Gördüğüm bir tablodan bahsedeyim. 3 kız karşıdan geliyor, gülüyorlar mutlular, hatta onların mutluluğu bazı insanları şaşırtıyor. Sanki mutlu olmak suçmuş gibi... Yerde taşın üzerinde oturan iki çocuk muhtemelen kardeşler ve dileniyorlar. İnsanlarda iyilik yaptıklarını zannederek onlara para veriyor, simidini veriyor... İki erkek biri gitar çalıyor, öbürü şarkı söylüyor ama diyorum kendi kendime bu sese o şarkı olmamış mı ne sanki? Telaşla yürüyen ve o telaşla yürüyene inat sakince yürüyen insanlar... Kavga eden bir kız ve bir erkek, dertleri büyük olsa gerek! Lacivert takımını çekmiş üzerine muhtemelen bir iş görüşmesine giden kırmızı kravatlı bir adam. Liseden yeni çıkmış bir grup öğrenci ama görünümleri öğrenci gibi de değil hani! Ne kadar karışık ne kadar birbirinden bağımsız bir tablo... Durdum, bekledim, düşündüm. Bu tablaya uzaktan bakıyorum ama yine de göremiyorum bütünü. Bütün bunun neresinde? Sonra kapattım gözlerimi, boş verdim olduğum yeri. Rüzgârı hissettim. Dedim kendime yanlış yere bakıyorsun, baktığın yer aşağısı değil yukarısı olmalıydı. Açtım gözlerimi. Soğuk kasvetli bir hava lakin gökyüzü olduğu gibi yansıtması gerektiğiyle birlikte orada... İnsanlar hatta tüm canlılar aynı gökyüzünün altında. Gökyüzü her şeye şahit, her şeyi birbir işliyor hanesine. Gökyüzüne baktım, bulutlar küme küme...İnsanlara inat bütünleşmek için birbirlerine koşuyorlar. Bir amaçları var, Yağmur yağacak, Onlar birbirine kavuşabilsin ki yağmur yağsın... Yağmur yağar yağmasına da insanlar şemsiye açar o yağmura, dedi bir ses...Haklısın dedim. Benim de şemsiyem yanımda...

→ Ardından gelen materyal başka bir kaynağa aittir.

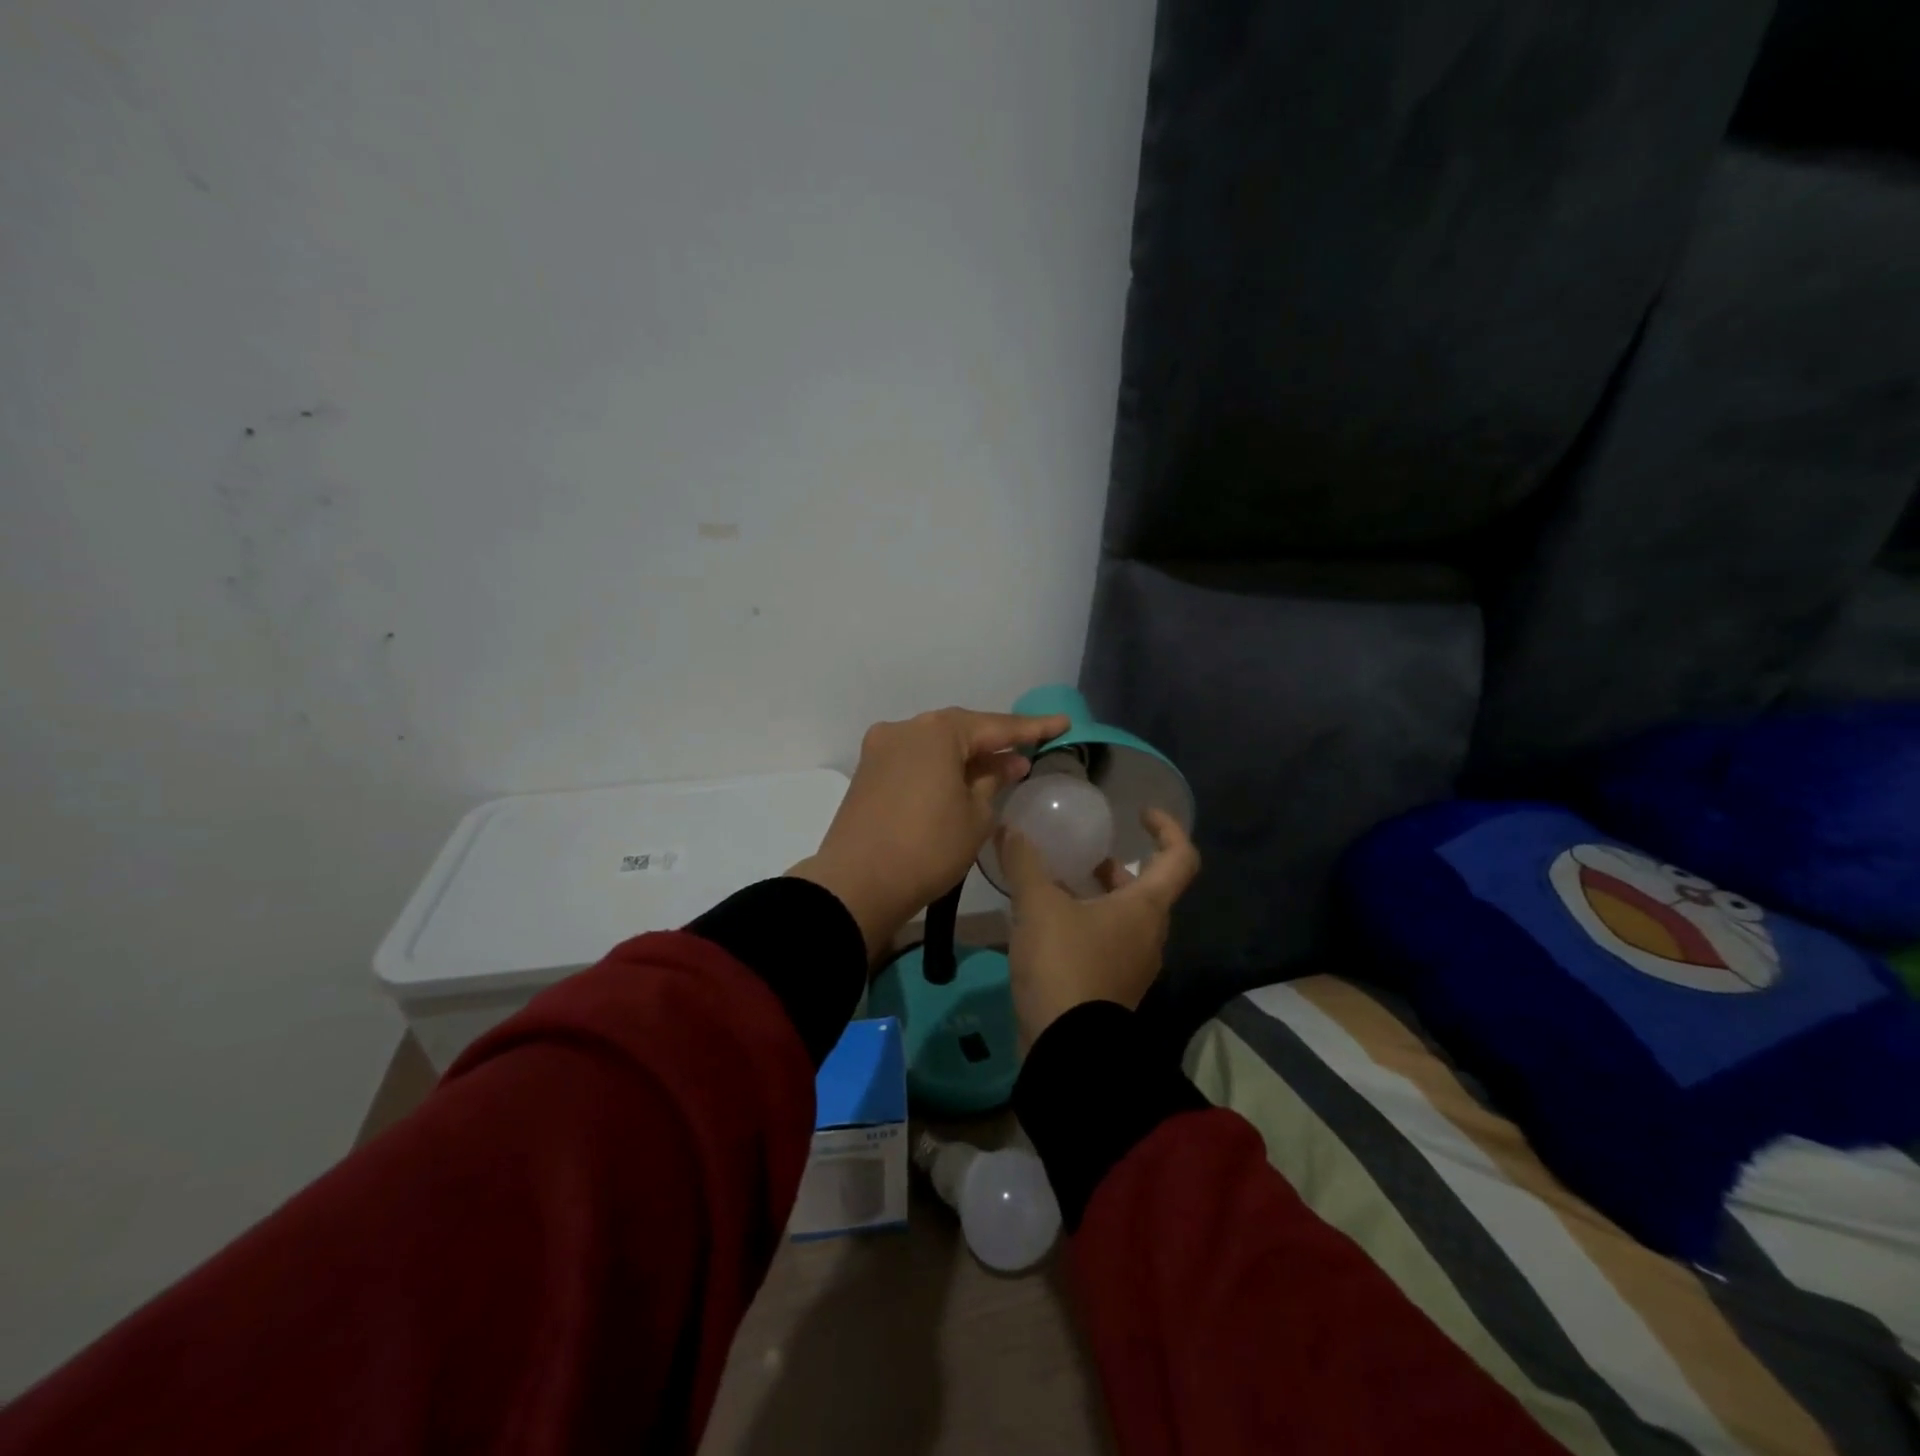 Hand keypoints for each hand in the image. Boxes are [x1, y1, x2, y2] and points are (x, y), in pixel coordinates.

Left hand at [791, 707, 1071, 963]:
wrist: (858, 884)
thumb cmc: (928, 848)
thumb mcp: (976, 816)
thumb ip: (993, 781)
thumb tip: (1007, 763)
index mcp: (937, 731)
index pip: (996, 726)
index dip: (1032, 728)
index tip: (1062, 723)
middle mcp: (906, 728)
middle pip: (961, 730)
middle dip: (995, 741)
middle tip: (1029, 749)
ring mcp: (881, 748)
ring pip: (935, 744)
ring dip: (966, 755)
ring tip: (999, 767)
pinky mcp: (868, 771)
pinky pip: (915, 759)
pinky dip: (940, 766)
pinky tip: (960, 779)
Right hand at [998, 808, 1200, 1047]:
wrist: (1067, 1049)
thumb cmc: (1064, 965)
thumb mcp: (1038, 906)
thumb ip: (1025, 863)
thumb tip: (1010, 828)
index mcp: (1146, 907)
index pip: (1180, 858)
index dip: (1168, 828)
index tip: (1141, 814)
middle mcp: (1149, 935)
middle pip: (1148, 889)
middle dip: (1120, 866)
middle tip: (1087, 853)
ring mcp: (1133, 965)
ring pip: (1125, 917)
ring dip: (1099, 896)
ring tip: (1059, 884)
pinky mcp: (1112, 989)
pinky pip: (1107, 942)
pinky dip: (1086, 923)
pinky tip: (1047, 924) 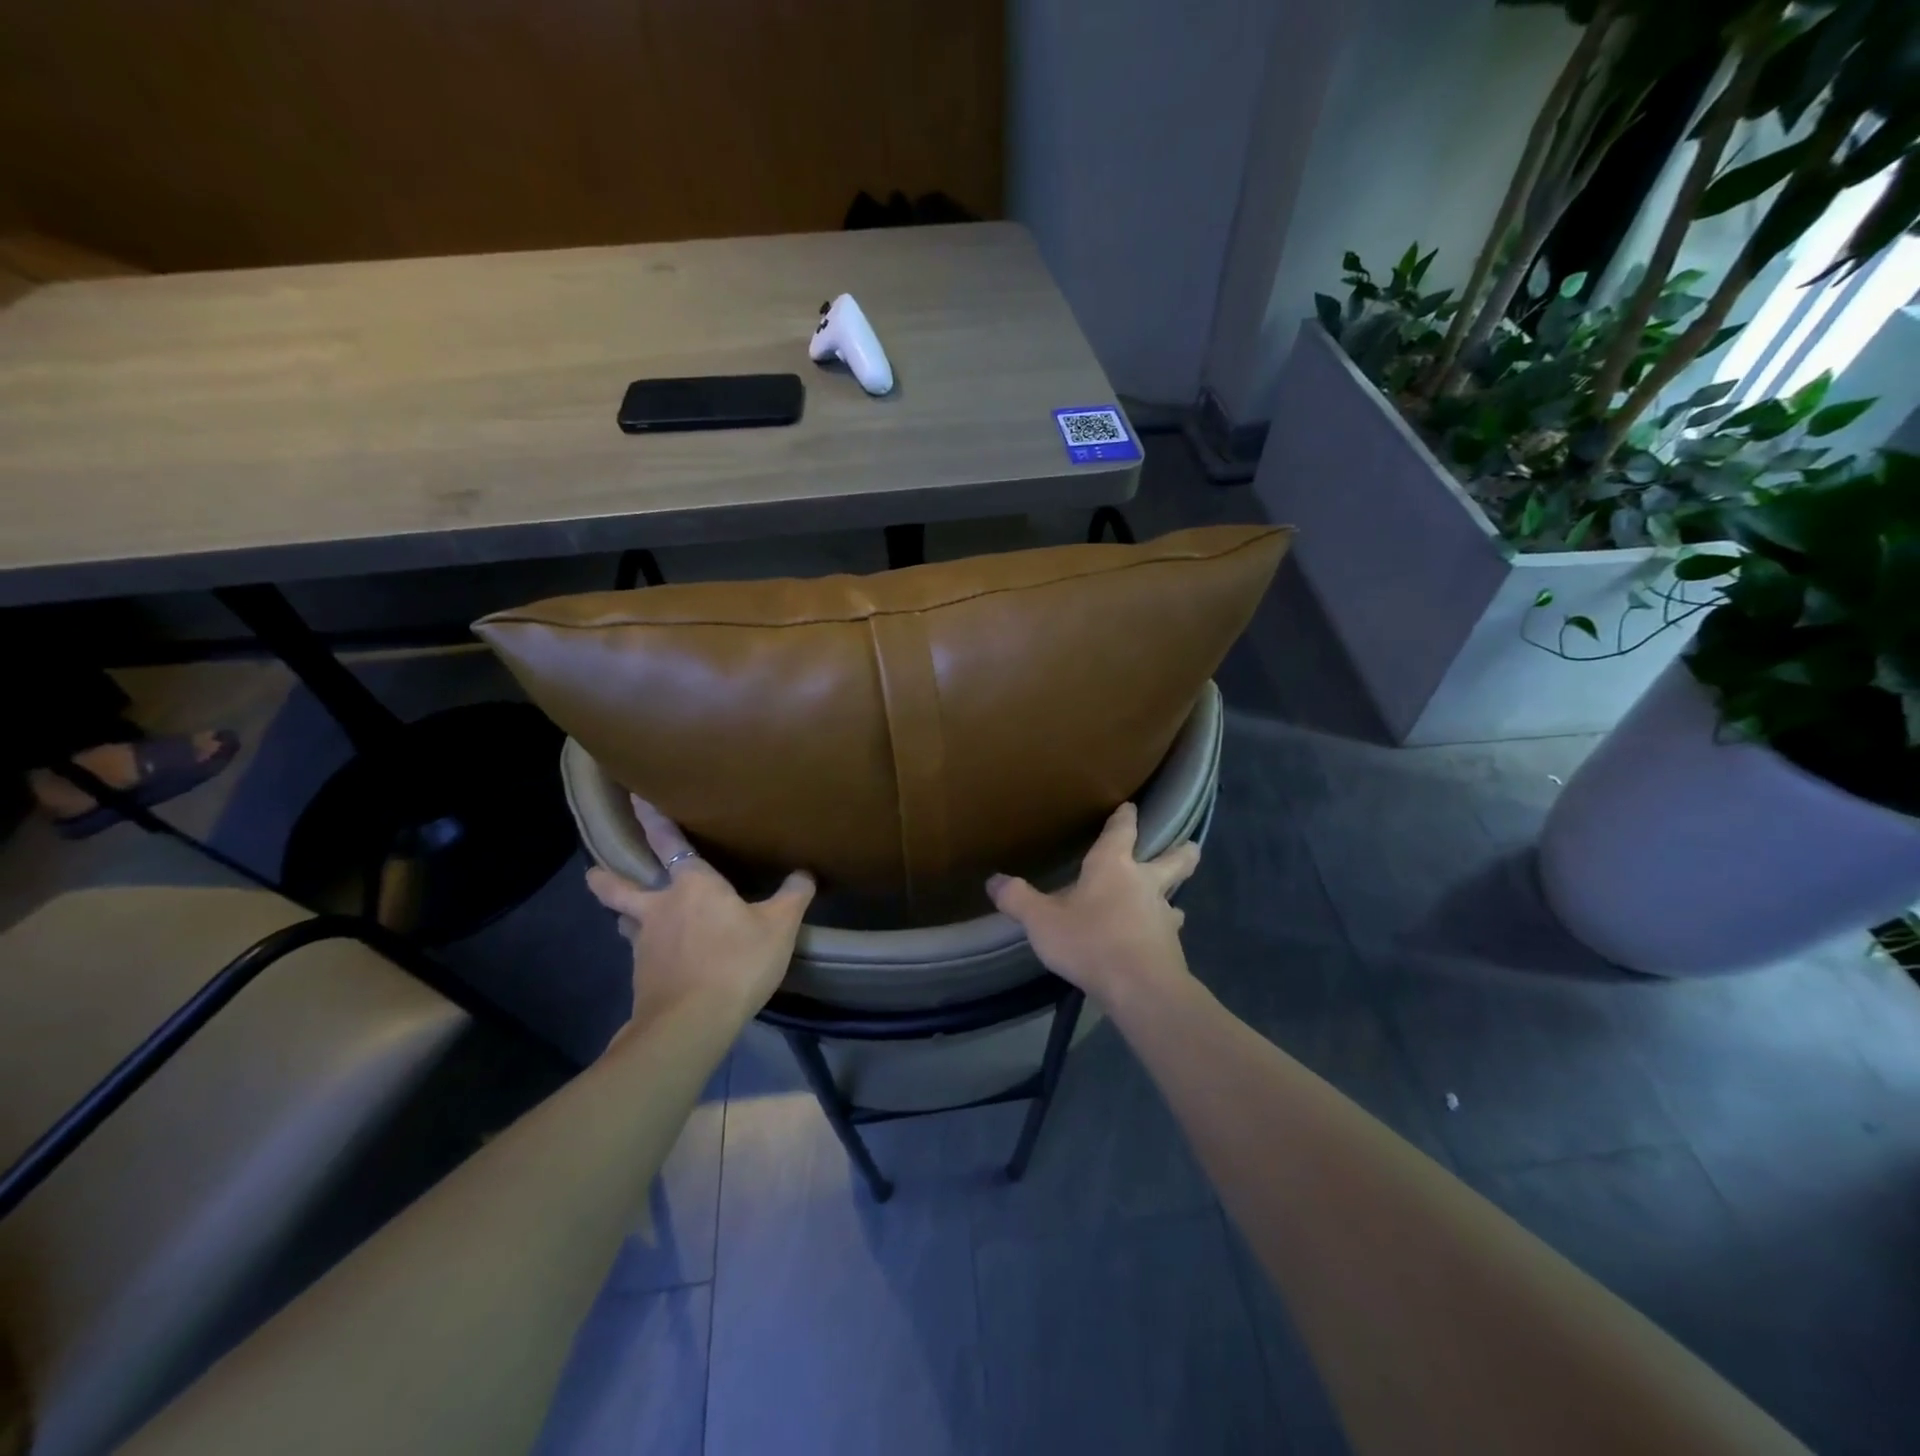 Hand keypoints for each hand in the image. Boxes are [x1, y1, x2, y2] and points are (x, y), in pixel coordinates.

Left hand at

Siz doldurun devamını bu satırların. Yazın demiyorum düşünün sadece. Gözlerinizi kapatın ve düşünün. Bir bulut olun demiyorum ya da bir yağmur tanesi. Şemsiyeniz de olsun ama sadece elinizi uzatın. O tane elinize değsin. Islanın falan da demiyorum sadece bir tane elinize değsin. Zaman akıyor, insanlar akıp geçiyor birer birer. Biraz önce kavga eden çift şimdi yok. Dilenen çocuklar yerini başkalarına bıraktı. Her şey akıyor, her şey devam ediyor. Sadece bir saniye durun, düşünün, hissedin...Siz nereye gidiyorsunuz, nereye akıyorsunuz demiyorum. Şu an ne yapıyorsunuz?
Bulutlar şimdi birbirine koşuyor, birazdan yağmur yağacak, şemsiyemi açacağım ıslanmak değil derdim. Elimi uzatacağım bir damla parmaklarıma değecek onu hissedeceğim...Bunları yapacağım. Ama şu an ben gökyüzünü izliyorum eğer izlemeseydim yağmurun geleceğini nereden bilecektim.
Soruyorum size dünü değil, yarını değil, şu an ne yapıyorsunuz?
Anının kıymetini bilenlere...
Hiç yorum yok:
Yorum Gönder
Değerli zamanından ayırıp yorum bıraktığın için teşekkür ederim. İyi veya kötü yorumunu kendimi geliştirmek için kullanacağım...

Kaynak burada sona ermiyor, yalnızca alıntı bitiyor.